# Aim of the task
The answer should consist of each line below that contains the word "strokeStyle".

◆ ◆ ◆ ◆ ◆ ◆ ◆

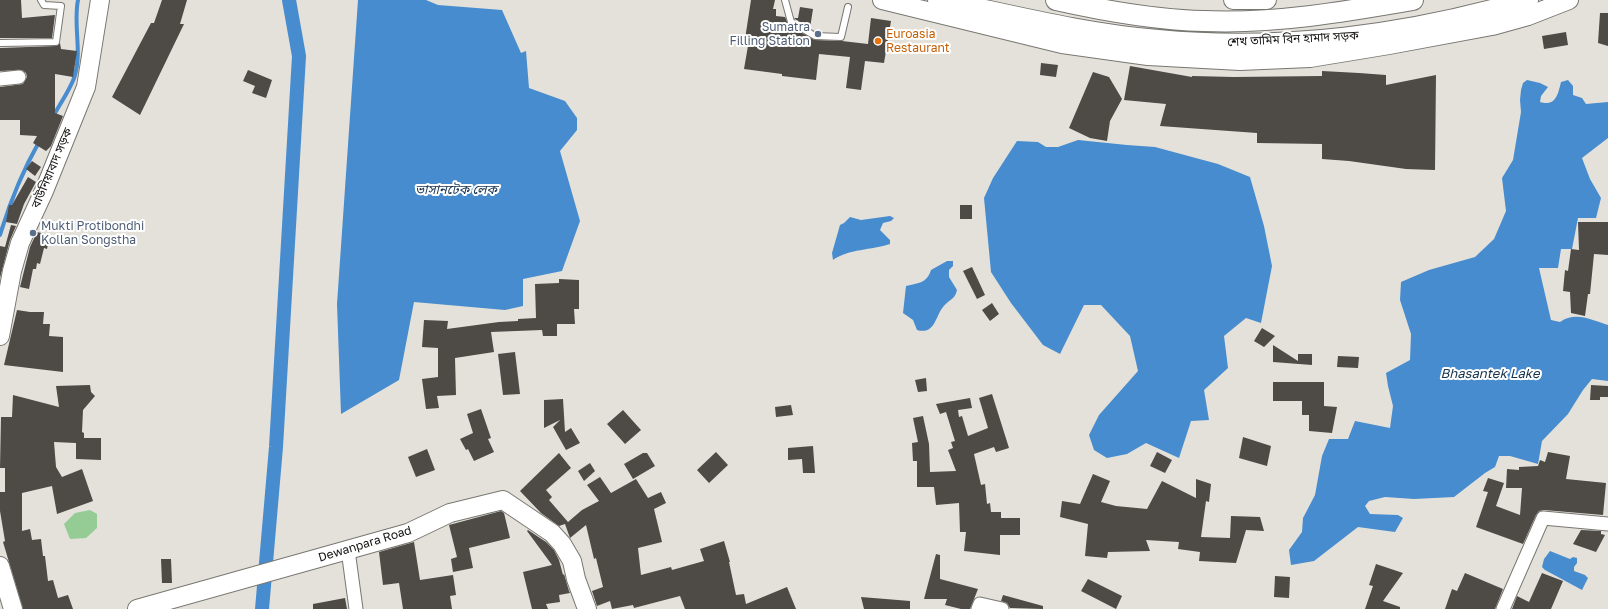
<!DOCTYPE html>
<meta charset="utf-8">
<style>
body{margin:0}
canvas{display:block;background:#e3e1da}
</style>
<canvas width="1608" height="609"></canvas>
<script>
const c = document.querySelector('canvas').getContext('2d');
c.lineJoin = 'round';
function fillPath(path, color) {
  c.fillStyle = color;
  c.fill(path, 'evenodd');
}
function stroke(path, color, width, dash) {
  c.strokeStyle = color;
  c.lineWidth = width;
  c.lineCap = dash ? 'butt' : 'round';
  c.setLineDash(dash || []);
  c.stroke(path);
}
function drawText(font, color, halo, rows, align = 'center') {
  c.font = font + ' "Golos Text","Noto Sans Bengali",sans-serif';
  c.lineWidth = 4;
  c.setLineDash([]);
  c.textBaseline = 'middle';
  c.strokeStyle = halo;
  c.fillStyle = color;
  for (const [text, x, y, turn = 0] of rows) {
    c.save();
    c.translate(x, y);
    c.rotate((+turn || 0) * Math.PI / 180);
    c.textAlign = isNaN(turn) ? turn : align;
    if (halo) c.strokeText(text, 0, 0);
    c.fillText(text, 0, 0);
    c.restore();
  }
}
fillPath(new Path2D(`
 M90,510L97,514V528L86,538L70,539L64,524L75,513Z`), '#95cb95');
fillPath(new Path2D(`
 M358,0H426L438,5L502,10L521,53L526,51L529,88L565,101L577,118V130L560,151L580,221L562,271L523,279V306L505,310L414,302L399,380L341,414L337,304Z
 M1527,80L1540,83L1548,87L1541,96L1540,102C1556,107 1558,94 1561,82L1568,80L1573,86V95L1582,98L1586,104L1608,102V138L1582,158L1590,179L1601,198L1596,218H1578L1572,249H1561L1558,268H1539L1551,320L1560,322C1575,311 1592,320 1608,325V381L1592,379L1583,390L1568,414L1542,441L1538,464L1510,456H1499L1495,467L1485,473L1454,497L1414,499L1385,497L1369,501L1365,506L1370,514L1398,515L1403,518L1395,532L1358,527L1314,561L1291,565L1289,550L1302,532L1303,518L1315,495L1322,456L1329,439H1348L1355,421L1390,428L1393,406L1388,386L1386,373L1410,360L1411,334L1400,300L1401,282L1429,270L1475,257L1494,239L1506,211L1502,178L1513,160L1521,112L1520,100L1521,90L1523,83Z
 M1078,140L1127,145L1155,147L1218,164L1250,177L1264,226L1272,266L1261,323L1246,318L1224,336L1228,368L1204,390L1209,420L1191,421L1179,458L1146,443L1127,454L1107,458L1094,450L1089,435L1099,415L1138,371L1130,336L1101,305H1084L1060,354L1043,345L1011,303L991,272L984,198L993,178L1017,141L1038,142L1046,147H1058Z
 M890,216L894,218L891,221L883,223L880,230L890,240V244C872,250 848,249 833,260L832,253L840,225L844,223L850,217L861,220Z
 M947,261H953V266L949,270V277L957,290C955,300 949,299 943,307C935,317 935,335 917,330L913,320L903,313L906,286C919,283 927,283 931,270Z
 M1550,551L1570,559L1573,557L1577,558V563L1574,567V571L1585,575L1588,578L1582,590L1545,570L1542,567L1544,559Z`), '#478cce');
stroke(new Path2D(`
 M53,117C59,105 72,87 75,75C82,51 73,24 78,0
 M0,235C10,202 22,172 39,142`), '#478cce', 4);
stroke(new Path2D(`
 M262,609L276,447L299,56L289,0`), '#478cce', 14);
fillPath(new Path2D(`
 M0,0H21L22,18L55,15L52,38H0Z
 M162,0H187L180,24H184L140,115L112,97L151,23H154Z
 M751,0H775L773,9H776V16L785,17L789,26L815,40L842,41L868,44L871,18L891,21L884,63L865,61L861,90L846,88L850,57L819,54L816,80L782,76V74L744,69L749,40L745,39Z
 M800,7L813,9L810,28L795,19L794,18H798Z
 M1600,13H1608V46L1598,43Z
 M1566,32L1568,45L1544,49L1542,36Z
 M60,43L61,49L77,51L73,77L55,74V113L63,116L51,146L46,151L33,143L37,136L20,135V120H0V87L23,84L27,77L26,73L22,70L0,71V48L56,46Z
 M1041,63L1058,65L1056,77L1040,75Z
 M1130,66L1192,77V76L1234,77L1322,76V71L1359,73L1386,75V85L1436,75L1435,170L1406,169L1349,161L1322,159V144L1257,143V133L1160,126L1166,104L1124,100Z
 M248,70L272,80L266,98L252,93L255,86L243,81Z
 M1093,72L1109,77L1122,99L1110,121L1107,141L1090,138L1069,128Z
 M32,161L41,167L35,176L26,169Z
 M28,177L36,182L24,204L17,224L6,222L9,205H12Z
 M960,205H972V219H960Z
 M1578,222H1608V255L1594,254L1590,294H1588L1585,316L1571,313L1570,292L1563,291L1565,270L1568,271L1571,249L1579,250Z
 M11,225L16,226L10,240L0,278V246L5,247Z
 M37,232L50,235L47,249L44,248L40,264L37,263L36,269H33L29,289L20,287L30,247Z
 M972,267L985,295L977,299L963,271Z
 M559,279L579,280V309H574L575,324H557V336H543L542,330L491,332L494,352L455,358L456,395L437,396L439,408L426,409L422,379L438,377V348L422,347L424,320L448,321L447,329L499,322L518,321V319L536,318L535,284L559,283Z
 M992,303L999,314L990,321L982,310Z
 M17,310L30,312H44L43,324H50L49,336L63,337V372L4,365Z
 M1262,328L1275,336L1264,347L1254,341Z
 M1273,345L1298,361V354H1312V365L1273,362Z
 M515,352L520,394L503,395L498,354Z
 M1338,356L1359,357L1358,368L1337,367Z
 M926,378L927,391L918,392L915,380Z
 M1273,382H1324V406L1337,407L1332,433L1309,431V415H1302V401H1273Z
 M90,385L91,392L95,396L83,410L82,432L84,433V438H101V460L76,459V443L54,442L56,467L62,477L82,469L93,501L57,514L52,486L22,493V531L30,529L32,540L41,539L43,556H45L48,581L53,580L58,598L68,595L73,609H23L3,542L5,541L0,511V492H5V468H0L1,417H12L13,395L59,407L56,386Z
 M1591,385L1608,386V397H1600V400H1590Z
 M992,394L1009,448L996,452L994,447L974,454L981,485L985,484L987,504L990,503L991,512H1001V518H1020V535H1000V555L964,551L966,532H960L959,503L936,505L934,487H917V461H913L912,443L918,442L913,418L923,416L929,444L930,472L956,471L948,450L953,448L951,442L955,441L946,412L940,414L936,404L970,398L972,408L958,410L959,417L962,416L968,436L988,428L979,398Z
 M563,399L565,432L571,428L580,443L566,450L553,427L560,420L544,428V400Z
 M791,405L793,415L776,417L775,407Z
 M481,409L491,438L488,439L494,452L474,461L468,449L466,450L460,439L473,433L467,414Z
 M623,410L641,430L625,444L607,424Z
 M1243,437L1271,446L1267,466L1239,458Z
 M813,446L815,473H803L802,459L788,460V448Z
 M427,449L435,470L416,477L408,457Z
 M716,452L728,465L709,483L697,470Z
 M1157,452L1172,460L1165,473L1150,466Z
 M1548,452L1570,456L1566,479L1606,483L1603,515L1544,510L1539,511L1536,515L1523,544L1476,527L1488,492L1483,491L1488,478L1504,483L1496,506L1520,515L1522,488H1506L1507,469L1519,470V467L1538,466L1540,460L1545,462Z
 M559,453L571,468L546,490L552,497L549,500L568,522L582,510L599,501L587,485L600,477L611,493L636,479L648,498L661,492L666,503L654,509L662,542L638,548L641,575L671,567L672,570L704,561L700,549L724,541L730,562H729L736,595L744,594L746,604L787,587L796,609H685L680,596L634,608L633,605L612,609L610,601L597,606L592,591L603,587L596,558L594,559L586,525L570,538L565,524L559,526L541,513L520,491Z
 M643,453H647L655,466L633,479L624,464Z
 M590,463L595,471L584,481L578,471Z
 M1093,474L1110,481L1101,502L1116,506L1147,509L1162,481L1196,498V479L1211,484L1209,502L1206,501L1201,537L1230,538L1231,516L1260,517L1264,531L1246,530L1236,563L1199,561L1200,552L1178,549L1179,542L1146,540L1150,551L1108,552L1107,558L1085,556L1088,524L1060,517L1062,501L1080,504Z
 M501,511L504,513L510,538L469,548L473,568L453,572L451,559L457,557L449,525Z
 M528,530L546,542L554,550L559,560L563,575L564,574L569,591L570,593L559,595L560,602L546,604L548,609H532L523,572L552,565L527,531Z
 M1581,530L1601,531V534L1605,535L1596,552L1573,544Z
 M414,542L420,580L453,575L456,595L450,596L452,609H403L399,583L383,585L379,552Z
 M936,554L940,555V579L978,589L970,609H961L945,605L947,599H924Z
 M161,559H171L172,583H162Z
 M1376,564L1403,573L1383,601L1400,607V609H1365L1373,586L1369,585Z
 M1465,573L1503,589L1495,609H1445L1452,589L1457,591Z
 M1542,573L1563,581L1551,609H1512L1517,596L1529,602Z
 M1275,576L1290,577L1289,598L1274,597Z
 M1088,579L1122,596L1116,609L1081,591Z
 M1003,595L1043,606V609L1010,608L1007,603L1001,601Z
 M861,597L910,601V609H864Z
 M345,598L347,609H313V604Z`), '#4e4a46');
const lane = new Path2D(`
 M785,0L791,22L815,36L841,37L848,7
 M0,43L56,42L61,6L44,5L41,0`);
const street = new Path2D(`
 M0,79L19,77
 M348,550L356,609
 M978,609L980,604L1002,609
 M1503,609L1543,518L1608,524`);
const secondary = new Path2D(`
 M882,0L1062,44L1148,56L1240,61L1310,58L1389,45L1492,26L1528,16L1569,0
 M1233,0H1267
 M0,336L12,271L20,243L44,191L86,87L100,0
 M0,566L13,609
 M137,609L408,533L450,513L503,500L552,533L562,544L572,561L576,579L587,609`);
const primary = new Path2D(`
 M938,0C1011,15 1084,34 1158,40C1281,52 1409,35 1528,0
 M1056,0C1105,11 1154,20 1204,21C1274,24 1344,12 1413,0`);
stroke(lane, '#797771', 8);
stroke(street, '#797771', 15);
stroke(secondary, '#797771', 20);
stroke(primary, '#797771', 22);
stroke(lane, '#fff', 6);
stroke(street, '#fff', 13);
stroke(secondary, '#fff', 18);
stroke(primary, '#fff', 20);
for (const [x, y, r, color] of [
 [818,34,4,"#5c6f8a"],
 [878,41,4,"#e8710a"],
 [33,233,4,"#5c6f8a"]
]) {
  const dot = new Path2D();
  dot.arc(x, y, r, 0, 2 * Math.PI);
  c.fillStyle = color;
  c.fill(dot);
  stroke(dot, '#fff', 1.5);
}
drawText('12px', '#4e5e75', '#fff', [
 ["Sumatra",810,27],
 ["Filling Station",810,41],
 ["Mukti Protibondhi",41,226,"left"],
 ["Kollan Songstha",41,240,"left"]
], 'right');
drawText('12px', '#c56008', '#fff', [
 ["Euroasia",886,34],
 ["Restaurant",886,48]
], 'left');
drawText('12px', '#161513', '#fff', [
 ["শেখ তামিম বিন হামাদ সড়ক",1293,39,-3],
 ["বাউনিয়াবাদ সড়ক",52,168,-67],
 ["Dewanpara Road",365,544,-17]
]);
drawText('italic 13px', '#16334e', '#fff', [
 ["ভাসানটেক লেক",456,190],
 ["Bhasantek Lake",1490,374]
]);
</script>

◆ ◆ ◆ ◆ ◆ ◆ ◆

# Your solution
  c.strokeStyle = color;
  c.strokeStyle = halo;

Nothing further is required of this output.